The knowledge aspect of her portfolio urged her to let the fallen deities know her power so that they might make better informed decisions. Her war aspect kept wanting her to strike them all dead regardless of what honor demanded. Meanwhile, her criminal aspect said to hell with everything else, and told her to do whatever the fuck she wanted.

“One more day,” she growled, unheard be the fallen deities below her. “I give them one last day to see the folly of their ways and turn back. If they persist, I destroy them all.”

It was a weak compromise between the four aspects of her divinity, but it would have to do.

She watched as the fallen deities destroyed another empty village, the residents already having been teleported away to safety by Treskur herself.

The next closest settlement would take some time for even the fallen gods to reach, so Treskur allowed herself to shift her focus away from the selfish bandits below her. She decided to check up on those mortals she’d already evacuated.

She was there instantly, an impromptu camp she’d set up along the southern border of her faction’s territory. It lay within a hidden valley among the mountains, a serendipitous shelter from the winter winds. Rows upon rows of tents and fires were arrayed in ordered ranks all throughout the valley, but there was still room for more refugees should the need arise — a possibility Treskur sadly found more likely to happen than not.

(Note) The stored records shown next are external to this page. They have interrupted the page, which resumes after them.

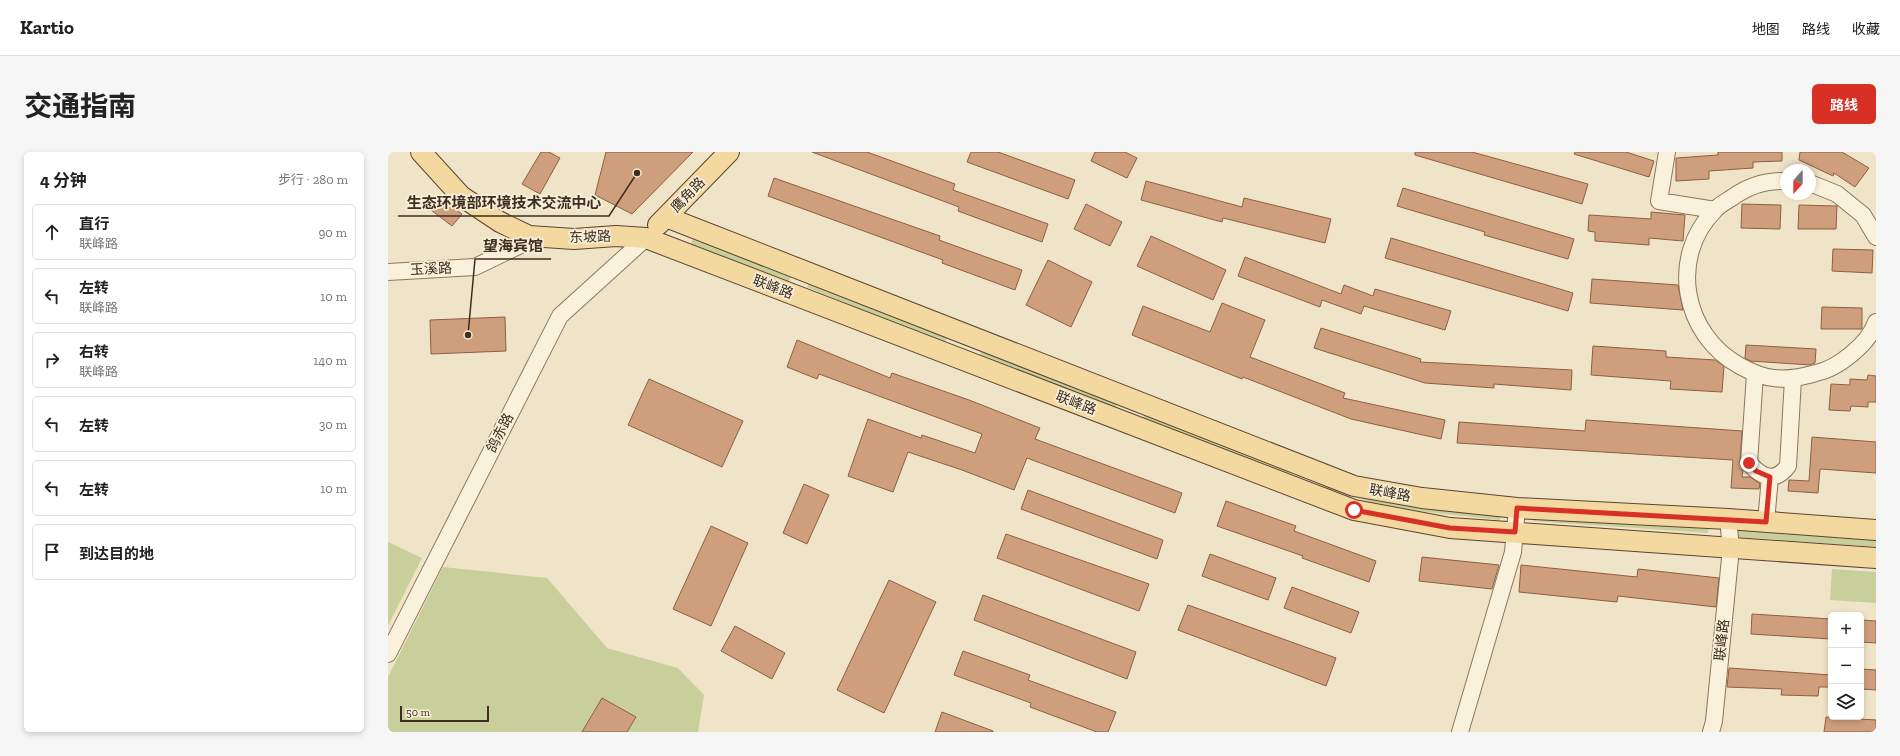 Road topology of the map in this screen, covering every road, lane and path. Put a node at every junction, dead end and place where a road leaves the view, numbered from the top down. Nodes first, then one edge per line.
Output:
1 (421, 152) edge
2 (729, 152) edge
3 (1667, 152) edge
4 (1780, 181) edge
5 (1816, 185) edge
6 (1715, 210) junction
7 (666, 217) junction
8 (540, 236) junction
9 (646, 238) junction
10 (1876, 238) edge
11 (388, 272) edge
12 (1876, 322) edge
13 (1755, 374) junction
14 (1793, 379) junction
15 (1770, 477) junction
16 (1517, 508) junction
17 (1728, 519) junction
18 (1766, 522) junction
19 (1876, 530) edge
20 (1515, 532) junction
21 (1731, 548) junction
22 (1876, 558) edge
23 (388, 654) edge
24 (1460, 732) edge
25 (1710, 732) edge

1 - 8 main road, 东坡路
2 - 7 main road, 鹰角路
3 - 6 street
4 - 6 street
5 - 10 street
6 - 13 street
7 - 9 main road, 鹰角路
7 - 16 main road, 联峰路
8 - 9 main road, 东坡路
8 - 11 street, 玉溪路
9 - 20 main road, 联峰路
9 - 23 street, 鸽赤路
12 - 14 street
13 - 14 street
13 - 15 street
14 - 15 street
15 - 18 street
16 - 17 main road, 联峰路
16 - 20 street
17 - 18 main road, 联峰路
17 - 21 street, 联峰路
18 - 19 main road, 联峰路
20 - 21 main road, 联峰路
20 - 24 street
21 - 22 main road, 联峰路
21 - 25 street, 联峰路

Sensing nothing wrong, Treskur was about to teleport away once more, but then a single conversation among thousands caught her attention.

“Mormor,” called a child to his grandmother, “tell me a story.” The other children — the boy’s brothers, sisters, and cousins — were all asleep, and within the tent, it seemed only he and his grandmother were awake.

“You can not sleep, barnbarn?” asked the grandmother, her voice like a crackling fire. “Very well then. Would you like an old tale, or something new?”

“Old, please,” whispered the child. “The older the better.”

“Haha! Very well, barnbarn. Here is the oldest story your mormor has to tell…”

Treskur should have left right then. She knew what story the grandmother was going to tell, and she knew it was a story she didn’t want to hear.

Still, she stayed.

Perhaps her mental exhaustion was catching up to her. Perhaps it was masochistic curiosity. Perhaps there was no reason at all. Whatever the cause, Treskur continued to listen in as the grandmother spun her tale, a frown already forming on the northern goddess’ face.